▶ Prompt:
Below are the records; work out how many lines among them contain "Краснофлотская", and write nothing besides that number.

▶ Provided information:
----------

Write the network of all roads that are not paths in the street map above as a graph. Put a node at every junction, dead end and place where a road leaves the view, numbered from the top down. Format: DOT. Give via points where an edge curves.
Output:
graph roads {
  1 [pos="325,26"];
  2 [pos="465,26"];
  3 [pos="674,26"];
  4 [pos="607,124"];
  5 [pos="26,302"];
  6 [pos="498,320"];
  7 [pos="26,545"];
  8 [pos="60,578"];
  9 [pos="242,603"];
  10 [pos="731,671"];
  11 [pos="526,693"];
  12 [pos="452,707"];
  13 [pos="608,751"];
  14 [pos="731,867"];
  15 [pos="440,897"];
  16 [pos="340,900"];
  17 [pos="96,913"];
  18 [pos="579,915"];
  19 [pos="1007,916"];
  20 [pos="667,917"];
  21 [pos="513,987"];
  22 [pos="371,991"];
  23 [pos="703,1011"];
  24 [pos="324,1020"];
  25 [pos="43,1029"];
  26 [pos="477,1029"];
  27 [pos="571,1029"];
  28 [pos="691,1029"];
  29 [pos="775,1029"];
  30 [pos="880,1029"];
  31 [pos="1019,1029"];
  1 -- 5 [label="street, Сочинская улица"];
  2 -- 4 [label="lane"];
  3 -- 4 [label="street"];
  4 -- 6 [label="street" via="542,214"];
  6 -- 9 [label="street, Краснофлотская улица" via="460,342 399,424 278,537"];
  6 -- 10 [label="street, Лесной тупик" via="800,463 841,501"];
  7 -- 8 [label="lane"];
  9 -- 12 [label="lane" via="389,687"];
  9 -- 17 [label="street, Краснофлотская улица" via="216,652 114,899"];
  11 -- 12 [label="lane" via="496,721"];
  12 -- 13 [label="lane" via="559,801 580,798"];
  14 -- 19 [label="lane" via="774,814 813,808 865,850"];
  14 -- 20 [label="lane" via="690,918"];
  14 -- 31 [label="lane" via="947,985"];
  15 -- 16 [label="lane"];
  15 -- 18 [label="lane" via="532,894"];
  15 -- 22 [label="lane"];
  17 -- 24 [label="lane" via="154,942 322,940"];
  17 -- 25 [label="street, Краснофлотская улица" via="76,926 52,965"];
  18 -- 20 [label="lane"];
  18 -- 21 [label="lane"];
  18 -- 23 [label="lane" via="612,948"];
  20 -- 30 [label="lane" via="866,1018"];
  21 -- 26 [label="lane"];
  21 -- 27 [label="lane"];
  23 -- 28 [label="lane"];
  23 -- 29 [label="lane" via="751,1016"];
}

----------

▶ Answer box:
3